Given (1) the long time remaining until 2041 and (2) that the predicted end state (“primary social battleground” over the open internet) has not clearly materialized yet—despite some suggestive incidents—the correct status today is inconclusive (too early) rather than clearly right or wrong.

marketseconomytech
The rise of DeFi/crypto architectures (DAOs, tokenized projects, service composability on chains like Solana) will destroy a significant amount of existing financial wealth over time, while Chamath judges the net effect on the world to be positive.
when you add all these three things together, I think to me it's the most incredibly, positively disruptive force I have seen. I think it will destroy wealth. I frankly couldn't give a fuck. Um. And I think it's better for the world.View on YouTube
Explanation

The falsifiable part of Chamath’s claim—that DeFi/crypto architectures would destroy a significant amount of existing financial wealth—has clearly occurred, but the broader net positive for the world judgment is subjective and not empirically resolvable.

Evidence that crypto/DeFi destroyed substantial wealth:

  • The 2020–2022 crypto bubble and subsequent 2021–2024 crash wiped out large amounts of market value. The Terra/Luna algorithmic stablecoin ecosystem alone lost about $40–45 billion in market capitalization within about a week when TerraUSD depegged and LUNA collapsed from around $119 to near zero. (en.wikipedia.org)
  • Terra/Luna’s broader ecosystem had grown to roughly $60 billion at peak value before becoming essentially worthless, illustrating large-scale wealth destruction for investors. (financialfright.com)
  • Total value locked (TVL) in DeFi protocols fell from about $304 billion in December 2021 to roughly $96 billion in September 2022—a decline of ~70%, reflecting a sharp destruction of on-chain financial positions. (finbold.com)
  • Centralized platforms tied into the broader crypto/DeFi ecosystem, like Celsius and FTX, also failed. Celsius managed around $25 billion in assets at its peak before freezing withdrawals and entering bankruptcy, with billions in losses tied to its token and yield strategies. (theverge.com) FTX’s collapse led to customer and investor losses estimated in the multi‑billion‑dollar range, with U.S. regulators citing at least an $8 billion customer shortfall during bankruptcy proceedings. (theguardian.com)

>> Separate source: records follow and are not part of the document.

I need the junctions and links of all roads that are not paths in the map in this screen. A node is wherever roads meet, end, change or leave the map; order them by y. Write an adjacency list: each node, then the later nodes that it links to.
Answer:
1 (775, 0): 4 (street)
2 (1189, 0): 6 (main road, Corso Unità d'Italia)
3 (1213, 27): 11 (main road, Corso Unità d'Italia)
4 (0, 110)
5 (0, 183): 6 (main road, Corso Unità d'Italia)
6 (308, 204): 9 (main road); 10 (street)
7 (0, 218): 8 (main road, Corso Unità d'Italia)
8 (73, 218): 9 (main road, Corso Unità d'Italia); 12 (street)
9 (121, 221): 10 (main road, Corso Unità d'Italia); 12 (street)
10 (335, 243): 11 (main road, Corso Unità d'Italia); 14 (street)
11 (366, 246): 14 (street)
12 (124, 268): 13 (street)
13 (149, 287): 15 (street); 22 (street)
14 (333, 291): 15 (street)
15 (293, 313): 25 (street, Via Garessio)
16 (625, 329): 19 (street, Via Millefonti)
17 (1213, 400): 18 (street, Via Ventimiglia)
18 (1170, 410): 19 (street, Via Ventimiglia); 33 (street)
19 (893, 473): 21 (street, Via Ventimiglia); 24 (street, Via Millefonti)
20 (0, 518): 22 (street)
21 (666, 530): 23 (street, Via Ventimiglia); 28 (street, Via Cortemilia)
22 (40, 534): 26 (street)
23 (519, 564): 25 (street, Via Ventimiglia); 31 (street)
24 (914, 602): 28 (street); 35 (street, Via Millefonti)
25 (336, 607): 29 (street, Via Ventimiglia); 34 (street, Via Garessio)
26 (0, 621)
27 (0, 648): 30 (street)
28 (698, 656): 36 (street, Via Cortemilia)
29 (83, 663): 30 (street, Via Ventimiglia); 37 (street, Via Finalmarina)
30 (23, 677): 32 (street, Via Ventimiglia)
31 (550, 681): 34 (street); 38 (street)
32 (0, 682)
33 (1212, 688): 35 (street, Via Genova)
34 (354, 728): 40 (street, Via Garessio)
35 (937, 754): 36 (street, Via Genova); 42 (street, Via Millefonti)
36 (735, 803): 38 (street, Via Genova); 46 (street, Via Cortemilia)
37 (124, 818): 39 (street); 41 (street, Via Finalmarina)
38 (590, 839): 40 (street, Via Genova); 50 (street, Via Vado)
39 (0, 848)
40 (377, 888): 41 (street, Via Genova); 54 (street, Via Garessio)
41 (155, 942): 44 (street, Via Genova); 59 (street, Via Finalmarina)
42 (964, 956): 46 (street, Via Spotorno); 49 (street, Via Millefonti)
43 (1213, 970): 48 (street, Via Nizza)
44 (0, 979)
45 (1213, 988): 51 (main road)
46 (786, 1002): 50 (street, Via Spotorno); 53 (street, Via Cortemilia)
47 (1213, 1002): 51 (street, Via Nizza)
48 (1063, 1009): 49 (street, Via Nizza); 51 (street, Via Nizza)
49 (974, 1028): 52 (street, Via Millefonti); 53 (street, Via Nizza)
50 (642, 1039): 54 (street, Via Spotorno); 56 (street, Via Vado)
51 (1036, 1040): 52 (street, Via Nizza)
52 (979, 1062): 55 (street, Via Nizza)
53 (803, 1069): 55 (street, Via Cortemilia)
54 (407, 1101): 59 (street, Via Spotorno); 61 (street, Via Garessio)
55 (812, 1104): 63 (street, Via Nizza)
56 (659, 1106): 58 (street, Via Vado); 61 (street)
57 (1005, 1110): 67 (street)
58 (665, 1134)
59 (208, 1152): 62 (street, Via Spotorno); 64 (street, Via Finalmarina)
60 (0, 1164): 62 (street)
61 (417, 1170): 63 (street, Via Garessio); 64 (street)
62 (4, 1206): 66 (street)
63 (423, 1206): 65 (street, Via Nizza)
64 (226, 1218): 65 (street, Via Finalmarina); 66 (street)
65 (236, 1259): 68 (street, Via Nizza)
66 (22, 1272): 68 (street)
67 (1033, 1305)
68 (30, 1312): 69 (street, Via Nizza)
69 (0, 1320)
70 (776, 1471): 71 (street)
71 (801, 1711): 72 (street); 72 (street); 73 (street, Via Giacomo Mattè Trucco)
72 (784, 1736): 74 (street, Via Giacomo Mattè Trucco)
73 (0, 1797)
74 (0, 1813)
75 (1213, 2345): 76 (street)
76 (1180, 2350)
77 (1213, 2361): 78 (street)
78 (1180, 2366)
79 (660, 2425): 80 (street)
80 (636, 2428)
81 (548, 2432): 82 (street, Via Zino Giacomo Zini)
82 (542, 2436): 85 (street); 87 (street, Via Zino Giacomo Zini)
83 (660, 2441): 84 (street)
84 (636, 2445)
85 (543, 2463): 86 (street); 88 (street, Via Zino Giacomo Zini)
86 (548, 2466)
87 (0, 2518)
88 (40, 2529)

These events show that crypto/DeFi architectures and adjacent tokens did indeed destroy a large amount of financial wealth, consistent with the first part of Chamath’s prediction.

However, his normative claim that the overall effect on the world is positive cannot be cleanly tested:

  • Assessing “net positive” requires value judgments about innovation, financial inclusion, censorship resistance, fraud, environmental impact, regulatory responses, and long‑term institutional change. Different analysts and stakeholders reach sharply different conclusions, and there is no widely accepted metric that settles this question.
  • The time horizon (“over time”) is open‑ended; DeFi/crypto remains in flux, with ongoing regulatory shifts, technological upgrades, and new use cases (and failures). Any definitive evaluation of net global benefit versus harm would be premature and inherently contestable.

Because one part of the prediction (wealth destruction) is clearly borne out, while the other part (net positive for the world) is inherently subjective and not empirically decidable, the overall prediction is best categorized as ambiguous rather than strictly right or wrong.